Many have argued that the introduction of a singular nonbinary pronoun they is the invention of millennial special snowflakes. I have bad news for those people. The singular gender-nonspecific they has been around since the 13th century, and it was only as recently as the 1850s that it began, at the bidding of academics, to disappear.
1. Languages across the world acknowledge different genders for referring to people and objects.
The Niger-Congo language acknowledges 7- 10 genders.
While Indo-European languages classify words as masculine, feminine, and neuter, some Basque and Algonquin languages only differentiate animate and inanimate.
Out of 257 classified languages, 112 of them have some system of grammatical gender. That's 43% of those classified (there are more than 6,000 languages total).
2. In theory, gendered pronouns exist for grammatical efficiency.
Gendered pronouns sometimes help differentiate between speakers or objects in a sentence. But do we need gendered pronouns to do so? Linguist Gretchen McCulloch says no:
Algonquian languages actually have a particularly effective solution to this problem which doesn’t involve gender. Instead, they have two gender-nonspecific third-singular markers: one for whichever person is more central to the conversation, and the other for additional people that don’t matter as much, a system known as obviation.
3. English's root languages did not use our modern gendered system.
Historical linguists believe that Proto-Indo-European originally had two genders: animate and inanimate, but that this changed after the Hittite branch split off.
4. English is unusual in the way it genders words.
English doesn't gender every word grammatically beyond the meaning of nouns, but we are weird in one respect: we do lack a grammatical gender system. Gretchen McCulloch again:
It is quite weird cross-linguistically to lack a grammatical gender system and yet still encode natural gender on one tiny set of grammaticalized words, aka your pronouns.
5. Gender-neutral first-person pronouns have been around since the 13th century.
Singular "they" has been used since the 13th century. When Middle English evolved to stop using syntactical grammar, use of the plural third-person pronoun they was extended to the singular. You can see this in Chaucer, Caxton, and Shakespeare. It's not that revolutionary to use a plural pronoun for singular meaning after all, when you consider that the originally plural pronoun you evolved to extend to a singular you, replacing the now-extinct thou.
6. Gender-nonspecific use of 'he' was proposed by academics in the 1850s.
In the late 18th century, grammarians began insisting upon using he as a gender nonspecific pronoun rather than they, which was once again, they decided, relegated to the plural. This was met with pushback.
7. Alternative pronouns have been around since the 1850s.
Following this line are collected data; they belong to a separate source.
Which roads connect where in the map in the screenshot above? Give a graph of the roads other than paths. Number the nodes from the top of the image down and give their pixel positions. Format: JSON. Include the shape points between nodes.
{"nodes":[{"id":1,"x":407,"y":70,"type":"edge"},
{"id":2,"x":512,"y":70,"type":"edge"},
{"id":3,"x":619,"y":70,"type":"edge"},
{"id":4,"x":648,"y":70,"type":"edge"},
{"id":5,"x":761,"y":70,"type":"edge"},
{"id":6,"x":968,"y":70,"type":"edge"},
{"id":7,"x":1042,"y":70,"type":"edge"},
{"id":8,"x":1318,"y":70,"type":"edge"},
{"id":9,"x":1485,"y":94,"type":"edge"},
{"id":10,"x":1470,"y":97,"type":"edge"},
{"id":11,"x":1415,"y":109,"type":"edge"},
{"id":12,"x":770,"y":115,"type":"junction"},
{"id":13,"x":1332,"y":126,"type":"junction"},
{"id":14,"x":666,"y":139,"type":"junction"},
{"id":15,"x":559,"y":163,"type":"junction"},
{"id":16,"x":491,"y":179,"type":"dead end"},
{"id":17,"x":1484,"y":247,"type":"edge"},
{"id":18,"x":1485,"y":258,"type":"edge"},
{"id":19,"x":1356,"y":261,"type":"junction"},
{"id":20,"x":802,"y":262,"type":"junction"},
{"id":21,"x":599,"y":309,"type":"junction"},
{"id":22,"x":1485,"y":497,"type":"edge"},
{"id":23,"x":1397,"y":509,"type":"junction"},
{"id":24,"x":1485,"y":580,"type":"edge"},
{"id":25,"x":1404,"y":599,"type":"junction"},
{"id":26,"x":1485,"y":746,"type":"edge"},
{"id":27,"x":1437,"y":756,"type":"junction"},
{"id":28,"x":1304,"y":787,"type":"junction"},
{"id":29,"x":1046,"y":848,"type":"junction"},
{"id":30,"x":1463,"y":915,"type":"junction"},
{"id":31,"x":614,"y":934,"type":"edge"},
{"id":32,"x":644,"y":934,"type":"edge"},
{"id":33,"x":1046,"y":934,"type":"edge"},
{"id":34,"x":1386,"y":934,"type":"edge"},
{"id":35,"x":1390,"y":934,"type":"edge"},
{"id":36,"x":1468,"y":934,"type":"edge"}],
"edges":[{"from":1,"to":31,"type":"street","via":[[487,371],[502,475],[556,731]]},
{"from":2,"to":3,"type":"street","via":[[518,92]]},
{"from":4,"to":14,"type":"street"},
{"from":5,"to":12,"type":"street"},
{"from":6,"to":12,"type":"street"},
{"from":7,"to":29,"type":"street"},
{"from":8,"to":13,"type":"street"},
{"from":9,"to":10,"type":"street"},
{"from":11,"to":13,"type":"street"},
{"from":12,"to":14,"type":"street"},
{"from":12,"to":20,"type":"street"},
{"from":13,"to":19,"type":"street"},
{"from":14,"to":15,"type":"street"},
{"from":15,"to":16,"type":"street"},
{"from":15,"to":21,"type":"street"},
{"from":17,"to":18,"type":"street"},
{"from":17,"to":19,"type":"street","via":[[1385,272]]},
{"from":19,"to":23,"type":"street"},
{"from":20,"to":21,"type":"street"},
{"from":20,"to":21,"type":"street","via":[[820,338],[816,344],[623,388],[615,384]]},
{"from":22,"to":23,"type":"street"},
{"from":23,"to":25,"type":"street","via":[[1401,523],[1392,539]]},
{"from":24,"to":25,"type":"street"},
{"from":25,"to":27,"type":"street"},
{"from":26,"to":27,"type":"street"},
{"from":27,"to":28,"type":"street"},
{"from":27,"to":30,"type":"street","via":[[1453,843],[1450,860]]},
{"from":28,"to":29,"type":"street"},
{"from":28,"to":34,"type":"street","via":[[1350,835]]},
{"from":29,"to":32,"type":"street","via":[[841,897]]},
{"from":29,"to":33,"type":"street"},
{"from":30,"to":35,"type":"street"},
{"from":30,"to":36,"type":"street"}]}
Relegating "they" to the plural and replacing it with "he" obviously has patriarchal implications, and it was met with pushback by language reformers and gender activists alike. Many people, including nonbinary groups and academics, disagreed with the removal of a gender-neutral pronoun, and have been fighting back against it since the 1850s. These groups have introduced alternatives aiming to solve the problem for over 150 years, some of which never made it past the 1850s, such as heesh, or bun, bunself, while others have survived to be used by some groups that still exist today, such as xe, xir, xim, and ey, eir, em, but the most common surviving singular gender-neutral pronoun is the increasingly recognized they.